## EXERCISE BRIEF
From the records below, pull each line that has "nodes".

## RECORDS FOR THIS TASK
****************

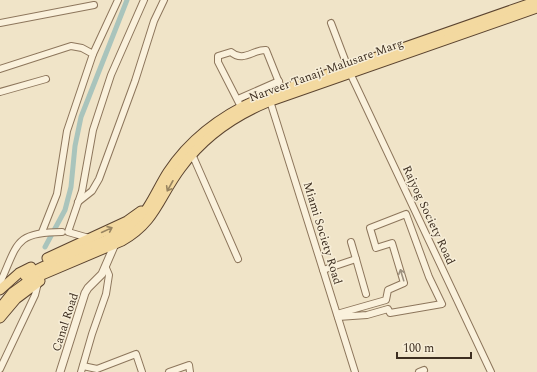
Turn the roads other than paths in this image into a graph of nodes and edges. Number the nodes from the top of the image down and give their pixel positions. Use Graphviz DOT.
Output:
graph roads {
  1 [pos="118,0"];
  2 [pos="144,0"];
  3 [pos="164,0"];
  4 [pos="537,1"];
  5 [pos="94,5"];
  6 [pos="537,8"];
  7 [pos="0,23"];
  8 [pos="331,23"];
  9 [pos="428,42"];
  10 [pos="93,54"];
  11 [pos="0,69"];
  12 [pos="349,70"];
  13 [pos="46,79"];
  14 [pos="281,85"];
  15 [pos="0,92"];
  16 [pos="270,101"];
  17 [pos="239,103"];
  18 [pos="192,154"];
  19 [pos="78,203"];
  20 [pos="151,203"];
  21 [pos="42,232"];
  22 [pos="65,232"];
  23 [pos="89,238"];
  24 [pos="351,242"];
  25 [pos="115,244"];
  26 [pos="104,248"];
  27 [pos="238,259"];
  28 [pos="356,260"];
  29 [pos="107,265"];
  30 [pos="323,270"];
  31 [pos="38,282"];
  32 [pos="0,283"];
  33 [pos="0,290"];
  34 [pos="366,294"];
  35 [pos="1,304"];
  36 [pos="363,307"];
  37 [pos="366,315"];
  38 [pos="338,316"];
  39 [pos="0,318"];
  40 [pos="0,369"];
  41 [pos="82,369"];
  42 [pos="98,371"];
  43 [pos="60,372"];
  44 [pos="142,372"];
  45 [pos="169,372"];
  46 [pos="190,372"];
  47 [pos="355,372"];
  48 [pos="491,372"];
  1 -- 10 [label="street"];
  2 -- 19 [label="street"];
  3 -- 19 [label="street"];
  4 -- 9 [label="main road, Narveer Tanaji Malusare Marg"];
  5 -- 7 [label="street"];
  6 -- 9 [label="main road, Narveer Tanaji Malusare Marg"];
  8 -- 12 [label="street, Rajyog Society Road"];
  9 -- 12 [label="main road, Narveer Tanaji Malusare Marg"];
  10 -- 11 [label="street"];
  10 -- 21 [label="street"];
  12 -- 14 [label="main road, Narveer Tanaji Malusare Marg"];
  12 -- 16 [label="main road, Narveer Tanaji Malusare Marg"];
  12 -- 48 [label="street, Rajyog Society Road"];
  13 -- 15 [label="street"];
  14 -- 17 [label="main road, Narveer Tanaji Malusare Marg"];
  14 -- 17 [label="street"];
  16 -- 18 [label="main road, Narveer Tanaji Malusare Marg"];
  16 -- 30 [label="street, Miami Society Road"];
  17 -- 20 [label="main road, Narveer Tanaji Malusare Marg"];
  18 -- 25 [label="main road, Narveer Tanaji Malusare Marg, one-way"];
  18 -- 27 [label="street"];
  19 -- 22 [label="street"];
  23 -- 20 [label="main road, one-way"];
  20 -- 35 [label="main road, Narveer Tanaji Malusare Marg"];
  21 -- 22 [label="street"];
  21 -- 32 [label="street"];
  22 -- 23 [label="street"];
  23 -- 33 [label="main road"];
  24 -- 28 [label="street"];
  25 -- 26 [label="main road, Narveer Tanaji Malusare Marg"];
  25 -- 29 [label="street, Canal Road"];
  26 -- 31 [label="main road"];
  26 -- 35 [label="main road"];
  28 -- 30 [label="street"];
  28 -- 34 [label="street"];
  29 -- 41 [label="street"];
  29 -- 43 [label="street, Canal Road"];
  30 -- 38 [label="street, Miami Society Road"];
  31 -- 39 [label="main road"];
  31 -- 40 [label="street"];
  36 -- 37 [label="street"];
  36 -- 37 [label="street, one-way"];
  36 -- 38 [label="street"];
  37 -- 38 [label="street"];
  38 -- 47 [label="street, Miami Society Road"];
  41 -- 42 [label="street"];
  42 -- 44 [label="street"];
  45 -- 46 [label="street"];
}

****************

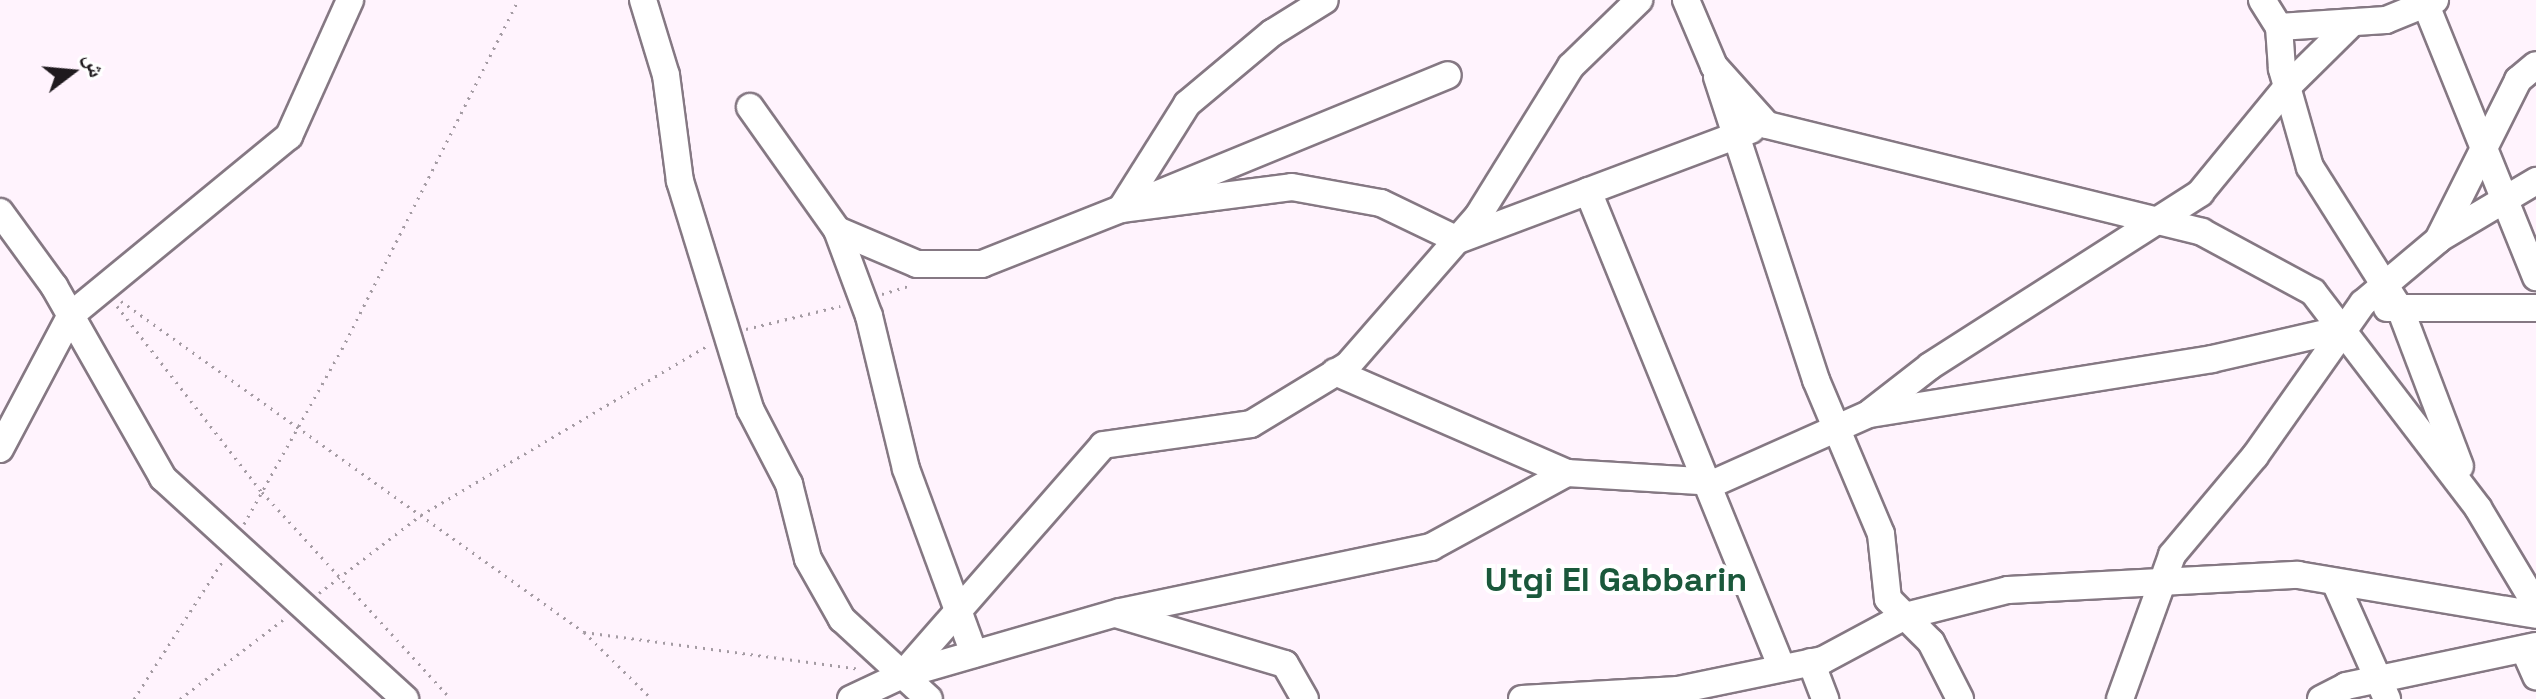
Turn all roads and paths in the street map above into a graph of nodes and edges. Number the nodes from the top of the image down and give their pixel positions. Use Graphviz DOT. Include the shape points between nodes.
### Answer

****************

## OUTPUT FOR THIS EXERCISE
Turn the roads other than paths in this image into a graph of nodes and edges. Number the nodes from the top of the image down and give their pixel positions. Use Graphviz DOT.
Turn all roads and paths in the street map above into a graph of nodes and edges. Number the nodes from the top of the image down and give their pixel positions. Use Graphviz DOT. Include the shape points between nodes.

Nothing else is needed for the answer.